I officially measured my yard. The front is actually 6500 sqft (2500 left and 4000 right), and the sides are 2200 (left) and 2800 (right), so I've been a bit off on my previous calcs.

Wanted to mow today but it's still too wet from all the rain yesterday. Can't say for sure if the penterra I put down is doing a ton. The one area that's usually a puddle after a heavy rain is actually dry, but an area next to it is still soggy. Not sure if it's because I gave a double dose to the dry area vs the soggy area which only got a single dose, or if I just haven't paid much attention to the minor differences before. I think I'll add more penterra again in a week or two, but still unsure if it's done much.


----------



## Pezking7p (May 23, 2020)

Quick mow at 3.5" tonight in the front. First time I e looked at it this year and felt proud of what I've done. Very happy with where this is at.

Side and back yard pics below as well. They are rough yet but will hopefully have a pretty dramatic transformation as well.


----------



## Pezking7p (May 23, 2020)

Just a quick note, of the seed I put down on Saturday, about 20-30% of it has started germinating. The left side is a bit behind, I think it gets less sun because of cover from the shed/house/trees. Still it's impressive the amount of germination in 4 days, even in cool weather.

Lawn is looking thick and green today after the heavy rain last night. Still some patches that will likely not fill in this fall. Sad. I'm sure I'm the only one who sees them.


----------



## Chris LI (Oct 26, 2018)

You've made a lot of progress and I can see it getting even better this fall.

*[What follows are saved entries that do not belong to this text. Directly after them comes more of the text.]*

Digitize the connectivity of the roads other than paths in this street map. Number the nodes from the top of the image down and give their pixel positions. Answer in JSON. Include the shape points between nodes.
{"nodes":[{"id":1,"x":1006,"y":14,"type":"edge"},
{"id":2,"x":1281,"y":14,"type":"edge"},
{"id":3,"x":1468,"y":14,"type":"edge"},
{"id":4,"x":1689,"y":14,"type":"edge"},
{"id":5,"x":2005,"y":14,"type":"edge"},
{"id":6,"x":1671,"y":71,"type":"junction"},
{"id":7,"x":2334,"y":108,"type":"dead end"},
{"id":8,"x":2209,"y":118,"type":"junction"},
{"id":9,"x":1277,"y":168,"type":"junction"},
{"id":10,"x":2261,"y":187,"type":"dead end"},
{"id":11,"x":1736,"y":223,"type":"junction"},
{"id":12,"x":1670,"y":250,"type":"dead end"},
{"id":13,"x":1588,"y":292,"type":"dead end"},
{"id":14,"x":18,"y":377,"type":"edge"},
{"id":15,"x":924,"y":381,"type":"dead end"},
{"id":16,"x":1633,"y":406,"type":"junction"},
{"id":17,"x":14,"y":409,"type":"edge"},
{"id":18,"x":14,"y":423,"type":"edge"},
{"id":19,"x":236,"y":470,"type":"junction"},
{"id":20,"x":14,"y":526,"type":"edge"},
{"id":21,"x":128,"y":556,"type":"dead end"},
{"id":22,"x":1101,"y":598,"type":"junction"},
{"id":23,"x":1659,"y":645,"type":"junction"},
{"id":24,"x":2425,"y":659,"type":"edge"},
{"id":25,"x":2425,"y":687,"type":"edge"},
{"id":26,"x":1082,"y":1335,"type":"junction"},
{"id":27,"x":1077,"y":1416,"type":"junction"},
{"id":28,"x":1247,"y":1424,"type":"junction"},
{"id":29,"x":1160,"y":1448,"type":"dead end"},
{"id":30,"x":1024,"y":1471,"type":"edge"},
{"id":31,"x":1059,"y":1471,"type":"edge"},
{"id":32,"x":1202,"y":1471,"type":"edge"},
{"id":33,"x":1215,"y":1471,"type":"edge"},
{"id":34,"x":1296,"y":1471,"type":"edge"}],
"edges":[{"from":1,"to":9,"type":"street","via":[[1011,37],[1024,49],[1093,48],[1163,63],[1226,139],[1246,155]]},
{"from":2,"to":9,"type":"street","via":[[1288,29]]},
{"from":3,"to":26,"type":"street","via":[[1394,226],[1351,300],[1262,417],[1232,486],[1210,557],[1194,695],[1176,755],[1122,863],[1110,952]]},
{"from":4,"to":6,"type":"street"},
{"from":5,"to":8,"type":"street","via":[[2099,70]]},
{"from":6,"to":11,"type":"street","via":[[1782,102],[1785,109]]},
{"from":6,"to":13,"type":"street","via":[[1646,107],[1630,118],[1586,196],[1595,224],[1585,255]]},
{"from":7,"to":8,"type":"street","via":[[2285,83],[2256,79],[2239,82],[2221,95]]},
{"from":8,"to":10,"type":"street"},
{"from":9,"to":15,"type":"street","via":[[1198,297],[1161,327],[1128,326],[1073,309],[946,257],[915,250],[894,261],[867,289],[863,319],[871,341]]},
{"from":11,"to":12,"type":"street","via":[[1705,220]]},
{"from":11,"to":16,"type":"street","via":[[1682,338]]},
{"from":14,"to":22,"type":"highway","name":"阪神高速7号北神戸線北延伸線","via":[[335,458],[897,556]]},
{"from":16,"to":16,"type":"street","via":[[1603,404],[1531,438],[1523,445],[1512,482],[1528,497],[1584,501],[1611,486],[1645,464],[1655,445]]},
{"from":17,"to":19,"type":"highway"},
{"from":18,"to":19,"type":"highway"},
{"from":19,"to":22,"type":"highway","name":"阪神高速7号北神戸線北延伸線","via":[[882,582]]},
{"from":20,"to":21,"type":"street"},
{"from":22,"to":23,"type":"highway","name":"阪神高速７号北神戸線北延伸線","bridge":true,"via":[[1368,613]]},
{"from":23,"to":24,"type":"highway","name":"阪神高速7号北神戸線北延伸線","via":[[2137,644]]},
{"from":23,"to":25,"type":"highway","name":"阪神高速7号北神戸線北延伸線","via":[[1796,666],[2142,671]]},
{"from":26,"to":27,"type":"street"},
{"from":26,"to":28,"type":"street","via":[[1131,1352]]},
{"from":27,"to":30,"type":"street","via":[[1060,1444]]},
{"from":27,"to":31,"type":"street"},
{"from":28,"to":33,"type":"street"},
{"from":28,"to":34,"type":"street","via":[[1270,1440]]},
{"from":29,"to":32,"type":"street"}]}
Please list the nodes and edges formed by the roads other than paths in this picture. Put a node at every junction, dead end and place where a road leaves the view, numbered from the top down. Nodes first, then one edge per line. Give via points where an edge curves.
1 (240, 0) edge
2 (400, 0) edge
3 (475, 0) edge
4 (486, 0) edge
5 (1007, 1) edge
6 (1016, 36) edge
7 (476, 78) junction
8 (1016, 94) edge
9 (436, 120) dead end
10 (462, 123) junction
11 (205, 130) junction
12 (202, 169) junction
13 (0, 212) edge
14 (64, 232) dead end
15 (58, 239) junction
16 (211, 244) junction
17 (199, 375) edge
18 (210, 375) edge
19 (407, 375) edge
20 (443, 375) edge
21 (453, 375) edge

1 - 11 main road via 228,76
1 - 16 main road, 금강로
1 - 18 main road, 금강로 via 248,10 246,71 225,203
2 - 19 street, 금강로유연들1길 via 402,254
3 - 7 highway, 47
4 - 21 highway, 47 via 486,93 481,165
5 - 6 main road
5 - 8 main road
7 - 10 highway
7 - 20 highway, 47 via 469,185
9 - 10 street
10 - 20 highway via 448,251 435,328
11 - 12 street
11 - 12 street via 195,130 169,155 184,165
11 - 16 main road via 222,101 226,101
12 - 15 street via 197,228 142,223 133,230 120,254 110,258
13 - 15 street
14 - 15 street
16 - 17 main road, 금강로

The wheels kept turning in my head about a comment you made in your 9/2 post about getting spread thin with irrigation and running 6 hoses, and I have an idea for you (I'm a bit of a DIY watering nut, since I don't have a proper irrigation system). I purchased a few Gilmour large area/high volume impact/impulse sprinklers for work for my formal grass panels. Instead of using multiple regular impact/ impulse sprinklers on multiple hoses which would result in significant pressure drop, I opted for these and covered more area and had to move them less often. I only had 5/8" hose. 3/4" hose would deliver much better pressure and volume. I had to run about 200' of 5/8" hose and these still delivered good results, even with the pressure drop over the long run of hose. https://gemplers.com/products/large-area-impulse-sprinkler?variant=21169955995737&utm_medium=cpc&utm_source=google&utm_campaign=Google%20Shopping&utm_content=https://gemplers.com/products/large-area-impulse-sprinkler%3Fvariant%3D21169955995737%26utm_medium%3Dcpc%26utm_source%3Dgoogle%26utm_campaign%3DGoogle%2520Shopping&utm_term=shopify_US_2042805289049_21169955995737&gclid=CjwKCAjw2dD7BRASEiwAWCtCb1AMGeUUPUeNHQMJxVYj0uYgp_DX-tYyNVIhi567AIgmb4A4AnKoXBoCOTEQAvD_BwE

Gilmour also has a high flow garden hose manifold which I have used for many years. I used to get the zinc ones, figuring they would last longer than the plastic version, but the mineral deposits would bind them up and eventually fail. Also, the plastic neck is always a weak point that seems to break, so they last about 2 years. At this point, I consider them a maintenance item, and think the pressure/volume increase over the sturdy brass ones with smaller orifices.
https://www.amazon.com/dp/B000A1CFLG?ref=ppx_pop_mob_ap_share


----------



## Pezking7p (May 23, 2020)

@Chris LI I am definitely going to look into those sprinklers. My yard (probably everyone's yard) is such an odd shape, too, that it seems impossible to get good coverage without 700 sprinklers, so maybe one of these can cover a whole "side".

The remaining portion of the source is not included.